Em seis teorias hipotéticas projetadas por cientistas da Rutgers University sobre um possível conflito nuclear de diferentes alcances, a América Latina seria a região com maior capacidade de sobrevivência

Por Silvia Bassi 20/08/2022

Há certas horas em que é bom fazer parte dos países "do lado debaixo do Equador". Em seis cenários hipotéticos de conflito nuclear, com diferentes escalas de alcance - sendo o pior caso possível uma guerra em grande escala entre os EUA e a Rússia, na qual entre 2 a 5 bilhões de pessoas morreriam de fome (em um período de dois a cinco anos) depois da guerra.
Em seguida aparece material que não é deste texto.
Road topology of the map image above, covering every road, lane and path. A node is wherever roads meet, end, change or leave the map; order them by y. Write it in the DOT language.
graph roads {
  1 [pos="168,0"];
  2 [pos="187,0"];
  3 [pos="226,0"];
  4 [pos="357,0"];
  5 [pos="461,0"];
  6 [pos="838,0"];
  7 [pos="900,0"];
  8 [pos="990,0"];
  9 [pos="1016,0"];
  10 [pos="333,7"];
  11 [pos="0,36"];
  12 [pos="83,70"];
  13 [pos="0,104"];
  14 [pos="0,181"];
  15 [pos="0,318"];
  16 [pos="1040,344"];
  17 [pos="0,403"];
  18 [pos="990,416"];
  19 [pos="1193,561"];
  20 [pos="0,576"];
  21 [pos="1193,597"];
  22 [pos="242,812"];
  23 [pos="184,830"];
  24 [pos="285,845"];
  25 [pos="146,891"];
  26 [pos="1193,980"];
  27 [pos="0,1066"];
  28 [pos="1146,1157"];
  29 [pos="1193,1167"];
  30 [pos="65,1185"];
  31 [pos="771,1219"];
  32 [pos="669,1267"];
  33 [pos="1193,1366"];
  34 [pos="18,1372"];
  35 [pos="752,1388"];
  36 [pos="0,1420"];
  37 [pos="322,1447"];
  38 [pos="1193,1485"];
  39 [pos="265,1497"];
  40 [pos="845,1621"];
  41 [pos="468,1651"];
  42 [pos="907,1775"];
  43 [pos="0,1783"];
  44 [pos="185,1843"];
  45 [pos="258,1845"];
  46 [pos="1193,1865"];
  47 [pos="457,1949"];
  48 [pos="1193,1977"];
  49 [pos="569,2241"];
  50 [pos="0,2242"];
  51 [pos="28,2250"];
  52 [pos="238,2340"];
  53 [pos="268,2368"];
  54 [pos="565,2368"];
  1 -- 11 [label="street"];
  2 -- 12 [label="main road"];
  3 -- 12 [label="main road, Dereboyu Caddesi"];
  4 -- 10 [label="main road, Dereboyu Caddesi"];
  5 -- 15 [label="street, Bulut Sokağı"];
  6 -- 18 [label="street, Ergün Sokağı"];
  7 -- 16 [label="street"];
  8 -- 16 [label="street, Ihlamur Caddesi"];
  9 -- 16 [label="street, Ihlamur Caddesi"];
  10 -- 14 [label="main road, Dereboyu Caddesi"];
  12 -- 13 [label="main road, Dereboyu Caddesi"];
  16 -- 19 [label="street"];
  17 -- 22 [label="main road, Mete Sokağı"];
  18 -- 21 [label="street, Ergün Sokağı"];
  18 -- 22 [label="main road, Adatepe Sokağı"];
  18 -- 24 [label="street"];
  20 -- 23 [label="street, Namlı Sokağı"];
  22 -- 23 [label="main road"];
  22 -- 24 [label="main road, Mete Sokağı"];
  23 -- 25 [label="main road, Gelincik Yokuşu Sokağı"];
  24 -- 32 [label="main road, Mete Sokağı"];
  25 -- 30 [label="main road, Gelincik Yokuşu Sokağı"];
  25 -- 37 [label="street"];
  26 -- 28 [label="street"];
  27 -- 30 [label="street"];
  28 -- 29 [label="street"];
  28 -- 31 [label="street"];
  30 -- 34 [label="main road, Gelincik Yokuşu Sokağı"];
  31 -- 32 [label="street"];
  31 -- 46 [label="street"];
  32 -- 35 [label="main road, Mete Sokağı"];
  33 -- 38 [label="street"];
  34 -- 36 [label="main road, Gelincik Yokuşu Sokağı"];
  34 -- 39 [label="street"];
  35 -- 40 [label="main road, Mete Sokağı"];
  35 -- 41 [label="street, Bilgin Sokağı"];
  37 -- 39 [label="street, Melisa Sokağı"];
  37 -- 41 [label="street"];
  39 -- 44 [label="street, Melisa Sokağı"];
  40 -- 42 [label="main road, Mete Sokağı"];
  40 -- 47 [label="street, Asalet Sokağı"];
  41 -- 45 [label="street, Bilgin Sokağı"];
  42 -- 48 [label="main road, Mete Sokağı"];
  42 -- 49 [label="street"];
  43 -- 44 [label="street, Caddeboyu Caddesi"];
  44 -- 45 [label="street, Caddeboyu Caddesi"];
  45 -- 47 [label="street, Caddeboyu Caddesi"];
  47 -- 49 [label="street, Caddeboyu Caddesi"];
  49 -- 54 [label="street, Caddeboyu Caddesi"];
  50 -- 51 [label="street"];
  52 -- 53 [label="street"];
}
Os cenários foram projetados por cientistas da Rutgers University e publicados em um longo artigo na revista Nature Food. A fome viria, segundo as estimativas, por conta da fuligem que entraria na atmosfera, a partir de tempestades de fogo provocadas pela detonação de armas nucleares. Isto teria consequências devastadoras na produção global de alimentos, ao exterminar boa parte da produção agrícola e dos rebanhos dos países.

Uma guerra nuclear entre a Índia e o Paquistão reduziria o rendimento das colheitas em cerca de 7% em cinco anos, enquanto uma guerra EUA-Rússia reduziria a produção em 90% em três a quatro anos. No mapa, poucos países (marcados em verde) ficariam bem, entre eles a Argentina e a Austrália. O Brasil entraria em zona amarela, o que significa que os alimentos seriam parcialmente suficientes para suprir a necessidade calórica da população. Conclusão do estudo, segundo um dos cientistas responsáveis: "é bom evitar que uma guerra aconteça".